=== Begin Enclosure ===
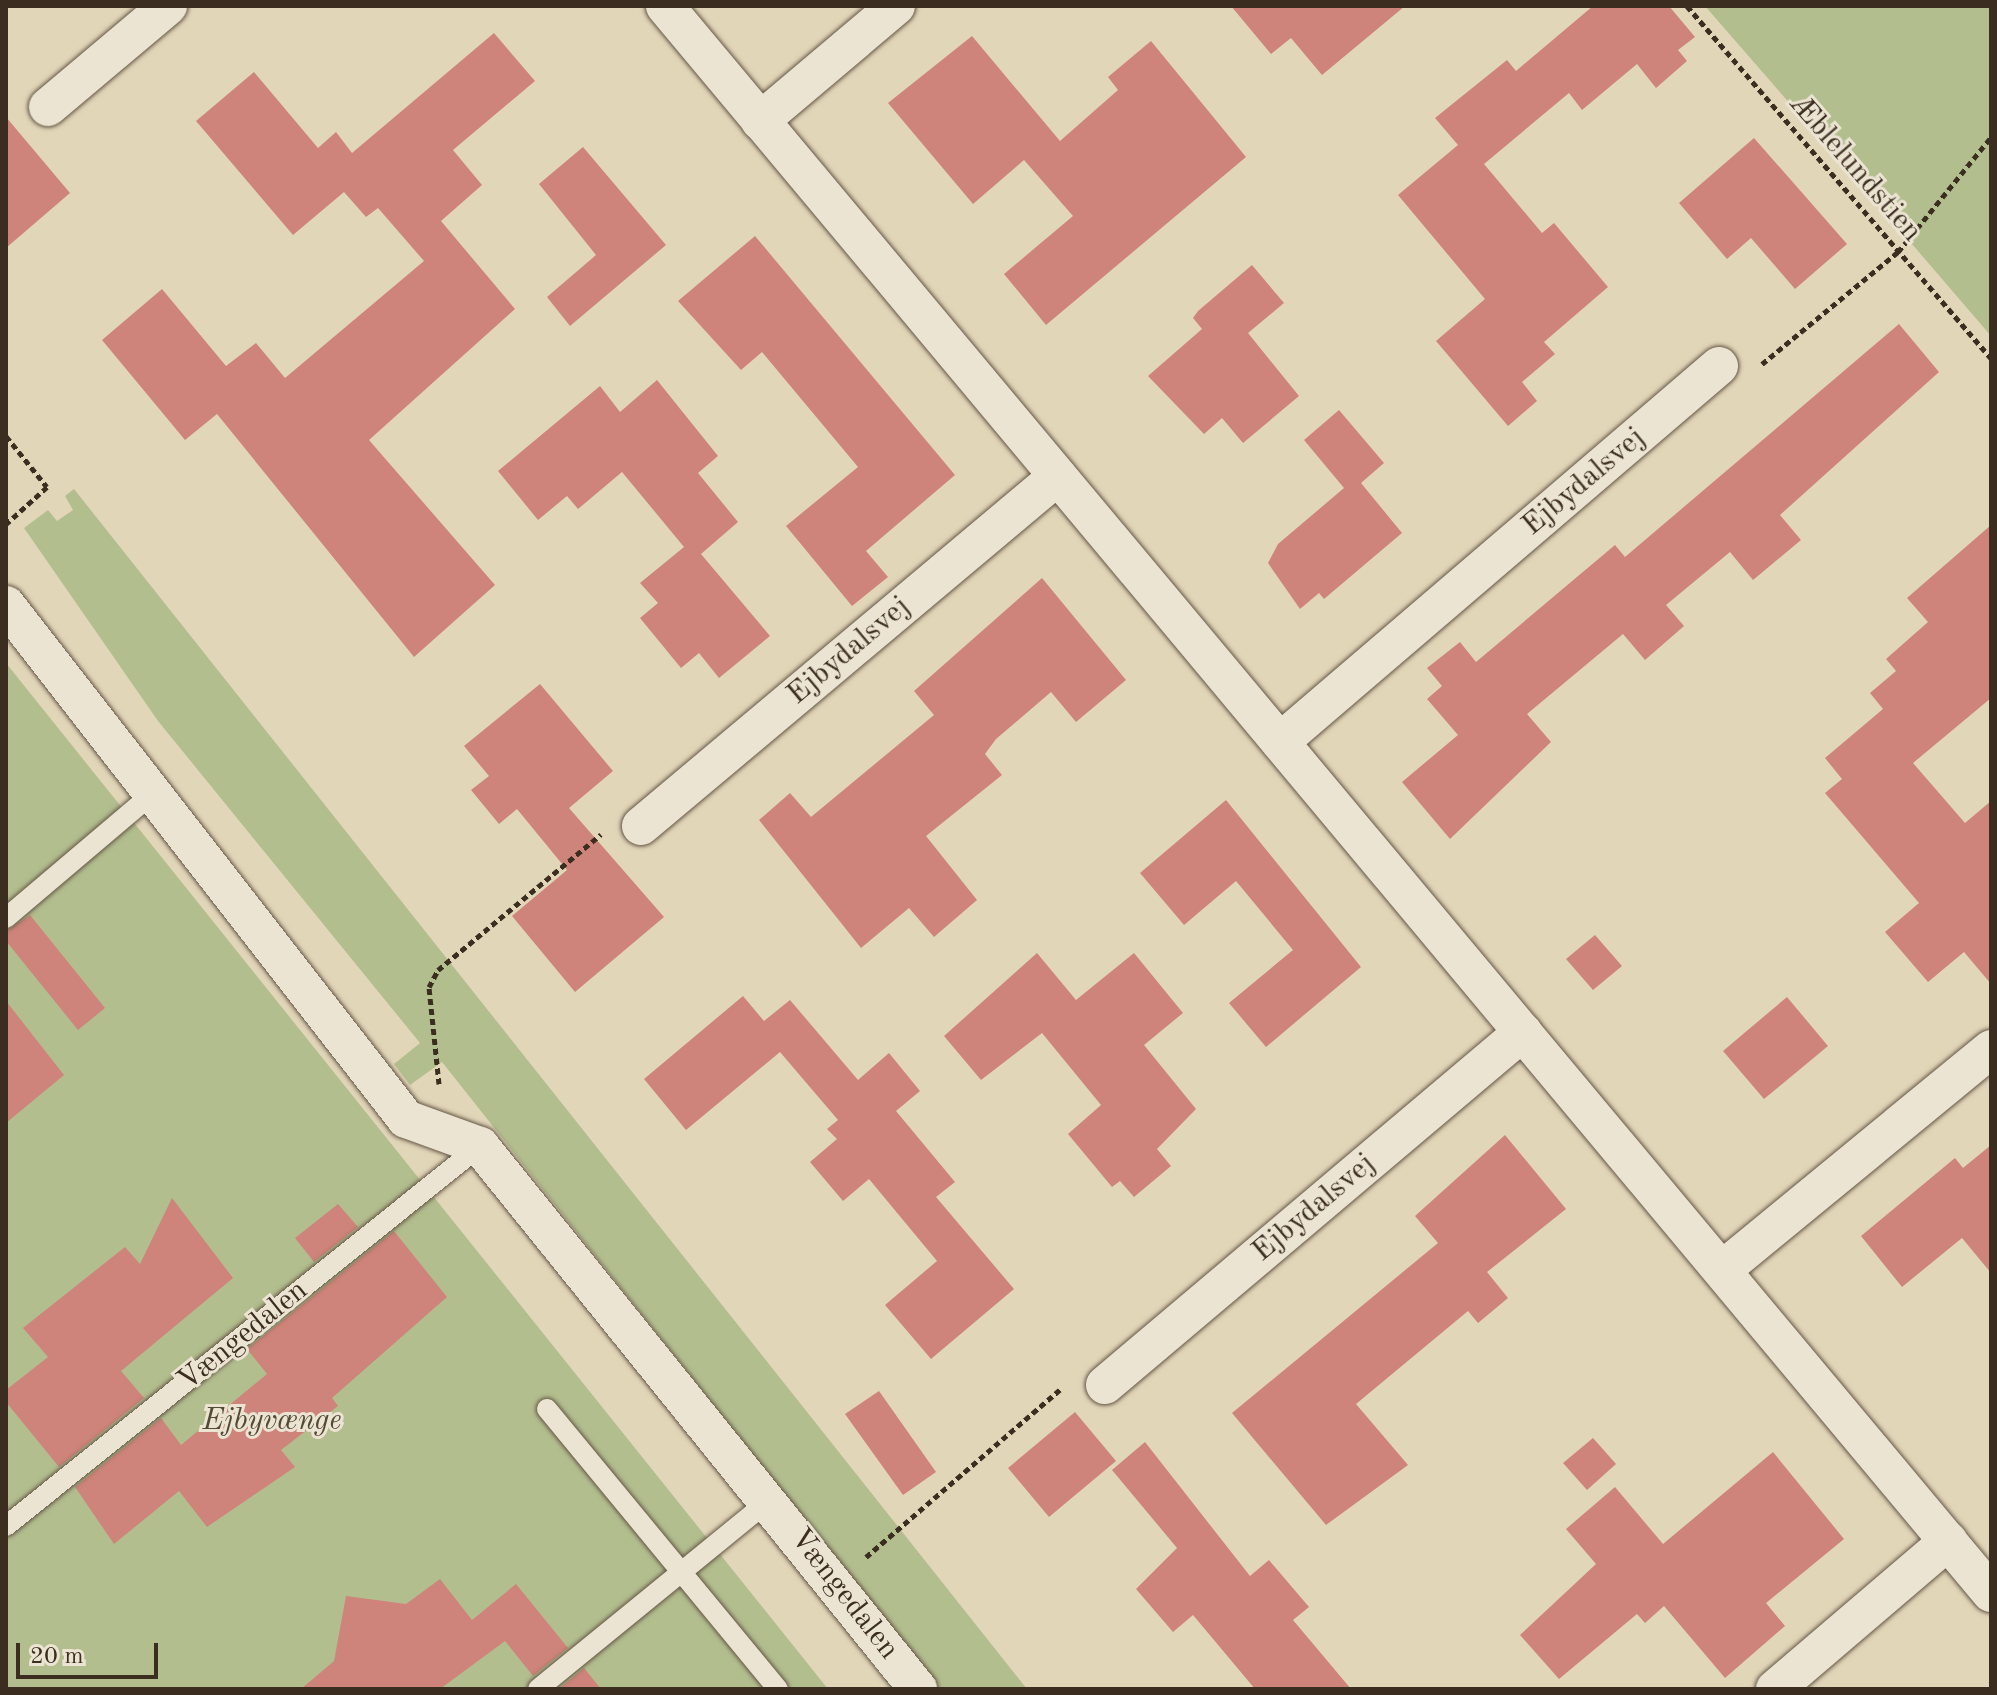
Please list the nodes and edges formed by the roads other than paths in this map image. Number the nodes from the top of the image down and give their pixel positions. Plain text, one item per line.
1 (168, 6) edge
2 (665, 6) edge
3 (896, 6) edge
4 (48, 107) dead end
5 (760, 121) junction
6 (1719, 366) road end
7 (1058, 476) junction
8 (6, 605) edge
9 (1280, 742) junction
10 (151, 795) junction
11 (641, 826) road end
12 (6, 918) edge
13 (1523, 1032) junction
14 (1991, 1049) edge
15 (480, 1146) junction
16 (1722, 1270) junction
17 (1105, 1385) road end
18 (547, 1409) dead end
19 (770, 1500) junction
20 (6, 1526) edge
21 (1948, 1541) junction
22 (682, 1572) junction
23 (1991, 1593) edge
24 (538, 1689) edge
25 (778, 1689) edge
26 (918, 1689) edge
27 (1775, 1689) edge

1 - 4 street
2 - 5 street
3 - 5 street
5 - 7 street
6 - 9 street, Ejbydalsvej
7 - 9 street
7 - 11 street, Ejbydalsvej
8 - 10 street
9 - 13 street
10 - 12 lane
10 - 15 street
13 - 16 street
13 - 17 street, Ejbydalsvej
14 - 16 street
15 - 19 street, Vængedalen
15 - 20 lane, Vængedalen
16 - 21 street
18 - 22 lane
19 - 22 lane, Vængedalen
19 - 26 street, Vængedalen
21 - 23 street
21 - 27 street
22 - 24 lane, Vængedalen
22 - 25 lane

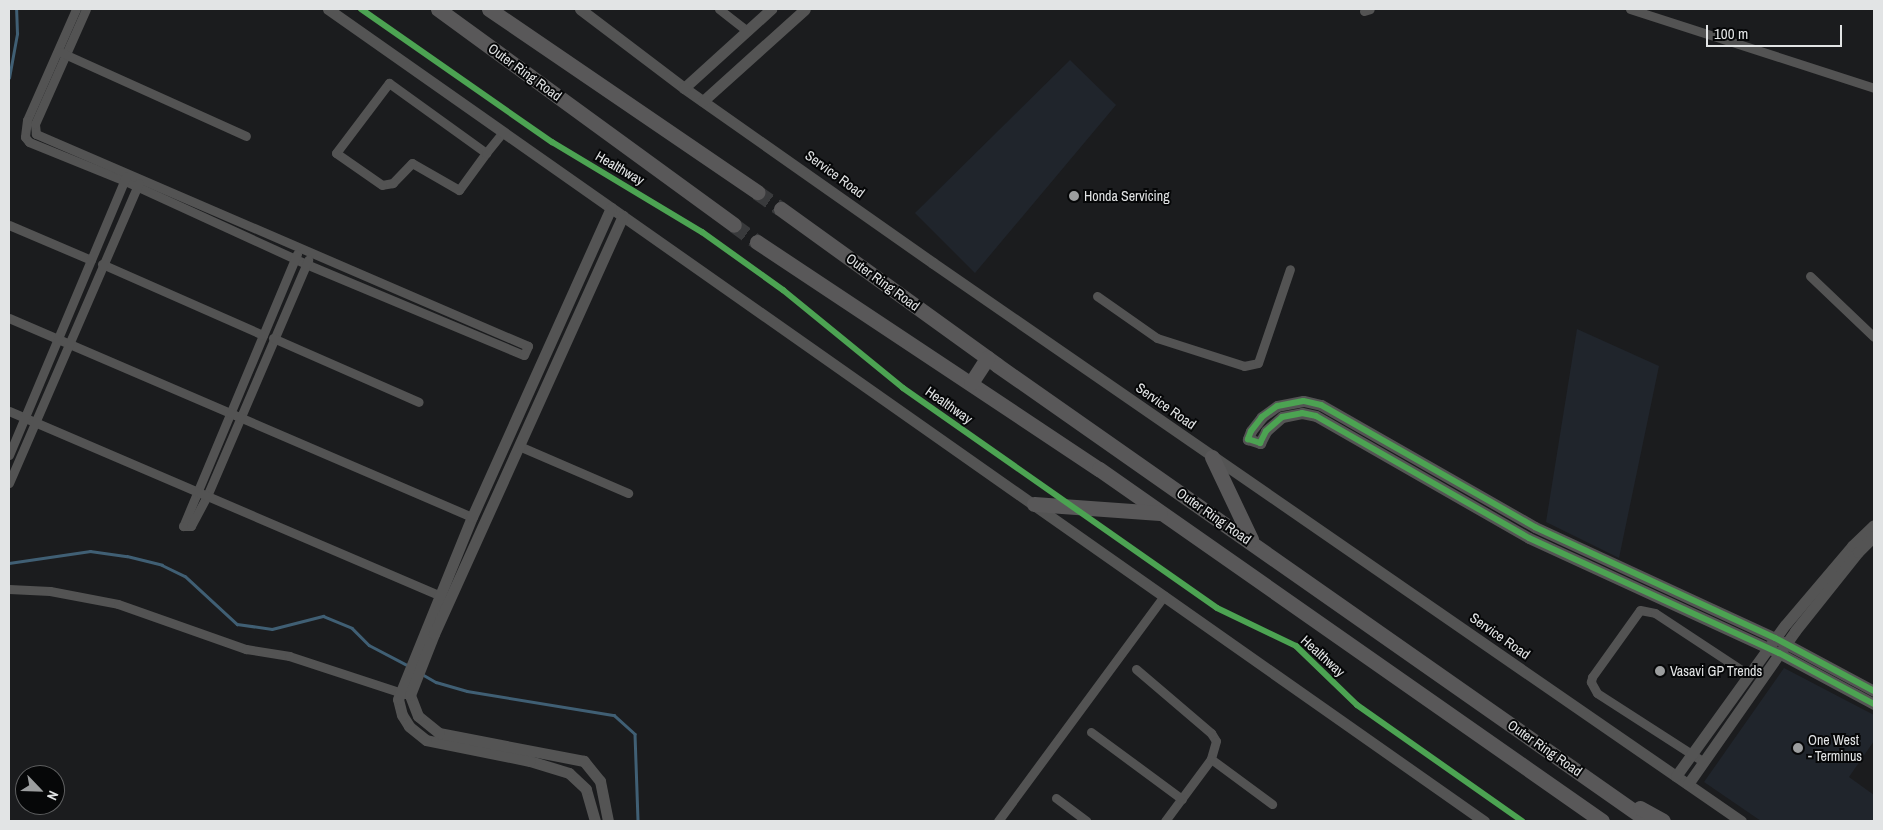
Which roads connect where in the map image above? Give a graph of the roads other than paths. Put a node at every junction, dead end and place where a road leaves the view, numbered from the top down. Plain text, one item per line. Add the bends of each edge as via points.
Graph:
1 (76, 9) edge
2 (86, 9) edge
3 (328, 9) edge
4 (438, 9) edge
5 (489, 9) edge
6 (580, 9) edge
7 (719, 9) edge
8 (771, 9) edge
9 (806, 9) edge
10 (1630, 9) edge
11 (747, 31) junction
12 (61, 52) junction
13 (684, 88) junction
14 (1874, 88) edge
15 (703, 101) junction
16 (503, 132) junction
17 (36, 134) junction
18 (246, 136) dead end
19 (29, 142) junction
20 (486, 153) junction
21 (126, 177) junction
22 (139, 183) junction
23 (757, 192) tunnel mouth
24 (611, 208) junction
25 (781, 208) tunnel mouth
26 (623, 216) junction
27 (9, 225) edge
28 (734, 225) tunnel mouth
29 (757, 242) tunnel mouth
30 (300, 248) junction
31 (312, 253) junction
32 (296, 259) junction
33 (92, 260) junction
34 (102, 264) junction
35 (306, 264) junction
36 (1290, 269) dead end
37 (1810, 276) dead end
38 (1097, 296) dead end
39 (9, 318) edge
40 (263, 336) junction
41 (1874, 337) edge
42 (273, 338) junction
43 (58, 339) junction
44 (68, 343) junction
45 (988, 358) junction
46 (971, 383) junction
47 (419, 402) dead end
48 (1328, 409) junction
49 (9, 411) edge
50 (230, 411) junction
51 (241, 416) junction
52 (23, 417) junction
53 (1322, 420) junction
54 (33, 422) junction
55 (519, 446) junction
56 (9, 455) edge
57 (1212, 457) junction
58 (9, 483) edge
59 (196, 491) junction
60 (628, 493) dead end
61 (206, 496) junction
62 (1034, 504) junction
63 (1162, 513) junction
64 (472, 517) junction
65 (1874, 525) edge
66 (1874, 536) edge
67 (1254, 544) junction
68 (9, 588) edge
69 (438, 596) junction
70 (1166, 597) junction
71 (1777, 645) junction
72 (417, 664) junction
73 (1136, 670) dead end
74 (1749, 675) junction
75 (1874, 691) edge
76 (405, 694) junction
77 (1874, 704) edge
78 (1090, 732) dead end
79 (1692, 754) junction
80 (1211, 759) junction
81 (1704, 762) junction
82 (1579, 772) junction
83 (1676, 776) junction
84 (1688, 784) junction
85 (1563, 795) junction
86 (1056, 798) dead end
87 (1182, 799) junction
88 (1272, 804) dead end
89 (596, 821) edge
90 (608, 821) edge
91 (998, 821) edge
92 (1004, 821) edge
93 (1086, 821) edge
94 (1166, 821) edge
95 (1484, 821) edge
96 (1596, 821) edge
97 (1602, 821) edge
98 (1648, 821) edge
99 (1663, 821) edge
100 (1741, 821) edge

1 - 12 street
2 - 12 street
3 - 16 main road
4 - 28 highway, Outer Ring Road
5 - 23 highway
6 - 13 main road, Service Road
7 - 11 street
8 - 11 main road
9 - 15 main road
10 - 14 street
11 - 13 main road
12 - 17 street via 35,124
12 - 18 street
12 - 19 street via 27,120 25,137
13 - 15 main road, Service Road
15 - 57 main road, Service Road
16 - 20 street
16 - 24 main road
17 - 19 street
17 - 21 street
19 - 21 street
20 - 20 street via 389,82 336,154 382,185 393,183 412,163 460,190
21 - 22 street
21 - 33 street
22 - 30 street
22 - 32 street
22 - 34 street
24 - 26 main road
24 - 64 main road
25 - 45 highway, Outer Ring Road
26 - 55 main road
26 - 62 main road
27 - 33 street
29 - 46 highway, Outer Ring Road
30 - 31 street
30 - 32 street
31 - 35 street
31 - 35 street via 528,346 524,355
32 - 35 street
32 - 40 street
33 - 43 street
34 - 40 street
34 - 44 street
35 - 42 street
36 - 38 street via 1258,363 1244,366 1157,338
37 - 41 street
39 - 43 street
40 - 50 street
42 - 47 street
42 - 51 street
43 - 44 street
43 - 52 street
44 - 50 street
44 - 54 street
45 - 46 highway
45 - 67 highway, Outer Ring Road
46 - 63 highway, Outer Ring Road
48 - 53 main road
48 - 53 main road via 1303,401 1285,403 1262,417 1248,439 1260,443 1270,425 1288,415 1309,414
48 - 71 main road via 1535,527
49 - 52 street
50 - 51 street
50 - 59 street
51 - 61 street
51 - 64 street
52 - 54 street
52 - 56 street
53 - 71 main road via 1530,538
54 - 58 street
54 - 59 street
55 - 60 street
55 - 72 main road
57 - 67 highway
57 - 83 main road, Service Road
59 - 61 street
59 - 61 street via 183,526 191,526
61 - 69 street
62 - 63 highway
62 - 70 main road
63 - 85 highway, Outer Ring Road
64 - 69 main road
65 - 71 main road via 1852,546
66 - 71 main road
67 - 82 highway, Outer Ring Road
68 - 76 street via 50,591 118,604 246,649 289,656
69 - 72 main road
70 - 91 street
70 - 92 street
70 - 95 main road
71 - 74 main road
71 - 75 main road
71 - 77 main road
71 - 81 main road
72 - 76 main road
73 - 80 street via 1211,733 1216,741
74 - 79 main road
74 - 79 street via 1655,613 1640,610 1636,613 1592,677 1594,689
76 - 89 main road via 398,706 421,737 569,773 586,789
76 - 90 main road via 418,716 439,733 581,760 600,781
78 - 87 street
79 - 81 street
79 - 83 main road
80 - 87 street
80 - 88 street
81 - 84 main road
82 - 98 highway, Outer Ring Road
82 - 99 highway
83 - 84 main road, Service Road
84 - 100 main road, Service Road
85 - 96 highway
85 - 97 highway, Outer Ring Road
86 - 93 street
87 - 94 street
=== End Enclosure ===
**TASK STATEMENT**
With the pictures left aside, write out all of the records above exactly.

**RESULT FOR THIS EXERCISE**
Please list the nodes and edges formed by the roads other than paths in this map image. Number the nodes from the top of the image down and give their pixel positions. Plain text, one item per line.
1 (168, 6) edge
2 (665, 6) edge
3 (896, 6) edge
4 (48, 107) dead end
5 (760, 121) junction
6 (1719, 366) road end
7 (1058, 476) junction
8 (6, 605) edge
9 (1280, 742) junction
10 (151, 795) junction
11 (641, 826) road end
12 (6, 918) edge
13 (1523, 1032) junction
14 (1991, 1049) edge
15 (480, 1146) junction
16 (1722, 1270) junction
17 (1105, 1385) road end
18 (547, 1409) dead end
19 (770, 1500) junction
20 (6, 1526) edge
21 (1948, 1541) junction
22 (682, 1572) junction
23 (1991, 1593) edge
24 (538, 1689) edge
25 (778, 1689) edge
26 (918, 1689) edge
27 (1775, 1689) edge

1 - 4 street
2 - 5 street
3 - 5 street
5 - 7 street
6 - 9 street, Ejbydalsvej
7 - 9 street
7 - 11 street, Ejbydalsvej
8 - 10 street
9 - 13 street
10 - 12 lane
10 - 15 street
13 - 16 street
13 - 17 street, Ejbydalsvej
14 - 16 street
15 - 19 street, Vængedalen
15 - 20 lane, Vængedalen
16 - 21 street
18 - 22 lane
19 - 22 lane, Vængedalen
19 - 26 street, Vængedalen
21 - 23 street
21 - 27 street
22 - 24 lane, Vængedalen
22 - 25 lane

Which roads connect where in the map image above? Give a graph of the roads other than paths. Put a node at every junction, dead end and place where a road leaves the view, numbered from the top down. Plain text, one item per line. Add the bends of each edge as via points.
Graph:
1 (76, 9) edge
2 (86, 9) edge
3 (328, 9) edge
4 (438, 9) edge
5 (489, 9) edge
6 (580, 9) edge
7 (719, 9) edge
8 (771, 9) edge
9 (806, 9) edge
10 (1630, 9) edge
11 (747, 31) junction
12 (61, 52) junction
13 (684, 88) junction
14 (1874, 88) edge
15 (703, 101) junction
16 (503, 132) junction
17 (36, 134) junction
18 (246, 136) dead end
19 (29, 142) junction
20 (486, 153) junction
21 (126, 177) junction
22 (139, 183) junction
23 (757, 192) tunnel mouth
24 (611, 208) junction
25 (781, 208) tunnel mouth
26 (623, 216) junction
27 (9, 225) edge
28 (734, 225) tunnel mouth
29 (757, 242) tunnel mouth
30 (300, 248) junction
31 (312, 253) junction
32 (296, 259) junction
33 (92, 260) junction
34 (102, 264) junction
35 (306, 264) junction
36 (1290, 269) dead end
37 (1810, 276) dead end
38 (1097, 296) dead end
39 (9, 318) edge
40 (263, 336) junction
41 (1874, 337) edge
42 (273, 338) junction
43 (58, 339) junction
44 (68, 343) junction
45 (988, 358) junction
46 (971, 383) junction
47 (419, 402) dead end
48 (1328, 409) junction
49 (9, 411) edge
50 (230, 411) junction
51 (241, 416) junction
52 (23, 417) junction
53 (1322, 420) junction
54 (33, 422) junction
55 (519, 446) junction
56 (9, 455) edge
57 (1212, 457) junction
58 (9, 483) edge
59 (196, 491) junction
60 (628, 493) dead end
61 (206, 496) junction
62 (1034, 504) junction
63 (1162, 513) junction
64 (472, 517) junction
65 (1874, 525) edge
66 (1874, 536) edge
67 (1254, 544) junction
68 (9, 588) edge
69 (438, 596) junction
70 (1166, 597) junction
71 (1777, 645) junction
72 (417, 664) junction
73 (1136, 670) dead end
74 (1749, 675) junction
75 (1874, 691) edge
76 (405, 694) junction
77 (1874, 704) edge
78 (1090, 732) dead end
79 (1692, 754) junction
80 (1211, 759) junction
81 (1704, 762) junction
82 (1579, 772) junction
83 (1676, 776) junction
84 (1688, 784) junction
85 (1563, 795) junction
86 (1056, 798) dead end
87 (1182, 799) junction
88 (1272, 804) dead end
89 (596, 821) edge
90 (608, 821) edge
91 (998, 821) edge
92 (1004, 821) edge
93 (1086, 821) edge
94 (1166, 821) edge
95 (1484, 821) edge
96 (1596, 821) edge
97 (1602, 821) edge
98 (1648, 821) edge
99 (1663, 821) edge
100 (1741, 821) edge

1 - 12 street
2 - 12 street
3 - 16 main road
4 - 28 highway, Outer Ring Road
5 - 23 highway
6 - 13 main road, Service Road
7 - 11 street
8 - 11 main road
9 - 15 main road
10 - 14 street
11 - 13 main road
12 - 17 street via 35,124
12 - 18 street
12 - 19 street via 27,120 25,137
13 - 15 main road, Service Road
15 - 57 main road, Service Road
16 - 20 street
16 - 24 main road
17 - 19 street
17 - 21 street
19 - 21 street
20 - 20 street via 389,82 336,154 382,185 393,183 412,163 460,190
21 - 22 street
21 - 33 street
22 - 30 street
22 - 32 street
22 - 34 street
24 - 26 main road
24 - 64 main road
25 - 45 highway, Outer Ring Road
26 - 55 main road
26 - 62 main road
27 - 33 street
29 - 46 highway, Outer Ring Road
30 - 31 street
30 - 32 street
31 - 35 street
31 - 35 street via 528,346 524,355
32 - 35 street
32 - 40 street
33 - 43 street
34 - 40 street
34 - 44 street
35 - 42 street
36 - 38 street via 1258,363 1244,366 1157,338
37 - 41 street
39 - 43 street
40 - 50 street
42 - 47 street
42 - 51 street
43 - 44 street
43 - 52 street
44 - 50 street
44 - 54 street
45 - 46 highway
45 - 67 highway, Outer Ring Road
46 - 63 highway, Outer Ring Road
48 - 53 main road
48 - 53 main road via 1303,401 1285,403 1262,417 1248,439 1260,443 1270,425 1288,415 1309,414
48 - 71 main road via 1535,527
49 - 52 street
50 - 51 street
50 - 59 street
51 - 61 street
51 - 64 street
52 - 54 street
52 - 56 street
53 - 71 main road via 1530,538
54 - 58 street
54 - 59 street
55 - 60 street
55 - 72 main road
57 - 67 highway
57 - 83 main road, Service Road
59 - 61 street
59 - 61 street via 183,526 191,526
61 - 69 street
62 - 63 highway
62 - 70 main road
63 - 85 highway, Outer Ring Road
64 - 69 main road
65 - 71 main road via 1852,546
66 - 71 main road
67 - 82 highway, Outer Ring Road
68 - 76 street via 50,591 118,604 246,649 289,656
69 - 72 main road
70 - 91 street
70 - 92 street
70 - 95 main road
71 - 74 main road
71 - 75 main road
71 - 77 main road
71 - 81 main road
72 - 76 main road
73 - 80 street via 1211,733 1216,741
74 - 79 main road
74 - 79 street via 1655,613 1640,610 1636,613 1592,677 1594,689
76 - 89 main road via 398,706 421,737 569,773 586,789
76 - 90 main road via 418,716 439,733 581,760 600,781
78 - 87 street
79 - 81 street
79 - 83 main road
80 - 87 street
80 - 88 street
81 - 84 main road
82 - 98 highway, Outer Ring Road
82 - 99 highway
83 - 84 main road, Service Road
84 - 100 main road, Service Road
85 - 96 highway
85 - 97 highway, Outer Ring Road
86 - 93 street
87 - 94 street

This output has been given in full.